Crystal structure and phase transition of 4-aminopyridinium tetrachlorobismuthate(III), [4-NH2C5H4NH][BiCl4], as studied by x-ray diffraction, dielectric, proton NMR and infrared spectroscopy

The crystal structure of 4-aminopyridinium tetrachlorobismuthate(III), [4-NH2PyH][BiCl4], has been determined at 100 and 260 K by the x-ray diffraction method as monoclinic space group, P2(1)/c and C2/c, respectively.

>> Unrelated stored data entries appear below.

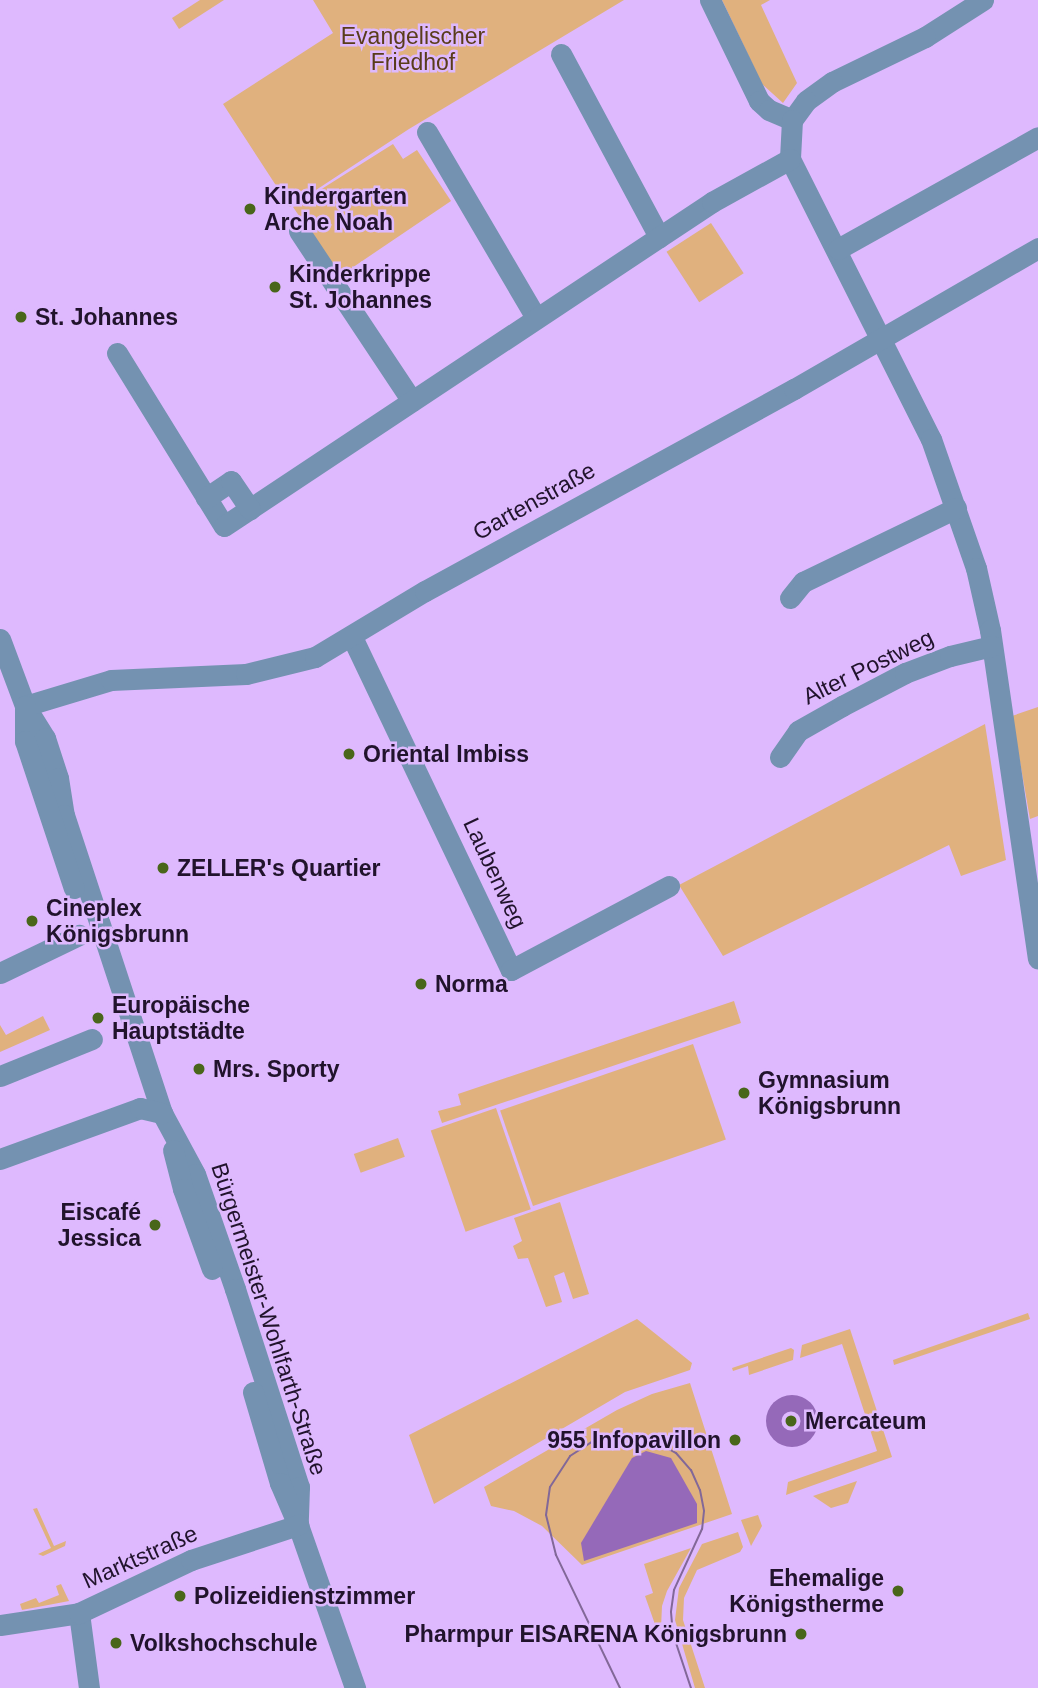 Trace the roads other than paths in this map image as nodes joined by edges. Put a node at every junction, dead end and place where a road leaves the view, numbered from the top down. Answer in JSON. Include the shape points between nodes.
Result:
{"nodes":[{"id":1,"x":710,"y":0,"type":"edge"},
{"id":2,"x":983,"y":0,"type":"edge"},
{"id":3,"x":561,"y":54,"type":"dead end"},
{"id":4,"x":792,"y":120,"type":"junction"},
{"id":5,"x":427,"y":132,"type":"dead end"},
{"id":6,"x":1038,"y":137,"type":"edge"},
{"id":7,"x":790,"y":159,"type":"junction"},
{"id":8,"x":299,"y":231,"type":"dead end"},
{"id":9,"x":659,"y":237,"type":"junction"},
{"id":10,"x":1038,"y":248,"type":"edge"},
{"id":11,"x":838,"y":249,"type":"junction"},
{"id":12,"x":537,"y":318,"type":"junction"},
{"id":13,"x":882,"y":337,"type":"junction"},
{"id":14,"x":117,"y":354,"type":"dead end"},
{"id":15,"x":412,"y":401,"type":"junction"},
{"id":16,"x":206,"y":498,"type":"junction"},
{"id":17,"x":957,"y":508,"type":"junction"},
{"id":18,"x":250,"y":509,"type":"junction"},
{"id":19,"x":790,"y":598,"type":"dead end"},
{"id":20,"x":352,"y":637,"type":"junction"},
{"id":21,"x":0,"y":639,"type":"edge"},
{"id":22,"x":992,"y":646,"type":"junction"},
{"id":23,"x":5,"y":669,"type":"edge"},
{"id":24,"x":25,"y":706,"type":"junction"},
{"id":25,"x":780,"y":757,"type":"dead end"},
{"id":26,"x":669,"y":886,"type":"dead end"},
{"id":27,"x":79,"y":935,"type":"dead end"},
{"id":28,"x":1038,"y":959,"type":"edge"},
{"id":29,"x":0,"y":973,"type":"edge"},
{"id":30,"x":92,"y":1039,"type":"dead end"},
{"id":31,"x":0,"y":1076,"type":"edge"},
{"id":32,"x":162,"y":1113,"type":"junction"},
{"id":33,"x":0,"y":1159,"type":"edge"},
{"id":34,"x":298,"y":1525,"type":"junction"},
{"id":35,"x":79,"y":1613,"type":"junction"},
{"id":36,"x":0,"y":1625,"type":"edge"},
{"id":37,"x":89,"y":1688,"type":"edge"},
{"id":38,"x":355,"y":1688,"type":"edge"}],
"edges":[{"from":1,"to":4,"type":"street","via":[[759,101]]},
{"from":2,"to":4,"type":"street","via":[[925,37],[832,82],[806,101]]},
{"from":3,"to":9,"type":"street"},
{"from":4,"to":7,"type":"street"},
{"from":5,"to":12,"type":"street"},
{"from":6,"to":11,"type":"street"},
{"from":7,"to":9,"type":"street"},
{"from":7,"to":11,"type":"street"},
{"from":8,"to":15,"type":"street"},
{"from":9,"to":12,"type":"street"},
{"from":10,"to":13,"type":"street","name":"Gartenstraße"},
{"from":11,"to":13,"type":"street"},
{"from":12,"to":15,"type":"street"},
{"from":13,"to":17,"type":"street","via":[[931,439]]},
{"from":13,"to":20,"type":"street","name":"Gartenstraße","via":[[444,580]]},
{"from":14,"to":16,"type":"street"},
{"from":15,"to":18,"type":"street"},
{"from":16,"to":18,"type":"street","via":[[231,481]]},
{"from":16,"to":18,"type":"street","via":[[224,526]]},
{"from":17,"to":19,"type":"street","via":[[803,582]]},
{"from":17,"to":22,"type":"street","via":[[976,568]]},
{"from":20,"to":24,"type":"street","name":"Gartenstraße","via":[[316,657],[283,667],[204,677],[111,680]]},
{"from":20,"to":26,"type":"street","name":"Laubenweg","via":[[511,970]]},
{"from":21,"to":23,"type":"street","name":"Bürgermeister-Wohlfarth-Straße"},
{"from":22,"to":25,"type":"street","name":"Alter Postweg","via":[[950,656],[862,695],[798,731]]},
{"from":22,"to":28,"type":"street"},
{"from":23,"to":24,"type":"street","name":"Bürgermeister-Wohlfarth-Straße"},
{"from":24,"to":32,"type":"street","name":"Bürgermeister-Wohlfarth-Straße","via":[[25,741],[42,761],[144,1088]]},
{"from":27,"to":29,"type":"street"},
{"from":30,"to":31,"type":"street"},
{"from":32,"to":33,"type":"street","via":[[140,1108]]},
{"from":32,"to":34,"type":"street","name":"Bürgermeister-Wohlfarth-Straße","via":[[172,1135],[183,1189],[282,1461]]},
{"from":34,"to":35,"type":"street","name":"Marktstraße","via":[[191,1560]]},
{"from":34,"to":38,"type":"street","name":"Bürgermeister-Wohlfarth-Straße"},
{"from":35,"to":36,"type":"street","name":"Marktstraße"},
{"from":35,"to":37,"type":"street"}]}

Differential scanning calorimetry and dilatometry reveal one perfectly reversible discontinuous phase transition at 254/255 K (cooling/heating) with Delta S = 10.1 J mol(-1) K-1. The H-1 NMR spin-lattice relaxation time (T-1) and second moment (M-2) measurements disclose a significant change in the motional state of the cations near the phase transition temperature. Infrared spectra of polycrystalline [4-NH2PyH][BiCl4] have been studied in the temperature range 10-306 K. Substantial changes in the temperature evolution of frequencies of internal modes of the 4-aminopyridinium cations near 255 K are due to the change in the dynamics of cationic moieties. The experimental results indicate that the motion of the organic cations contributes mainly to the mechanism of an 'order-disorder' transition in [4-NH2PyH][BiCl4].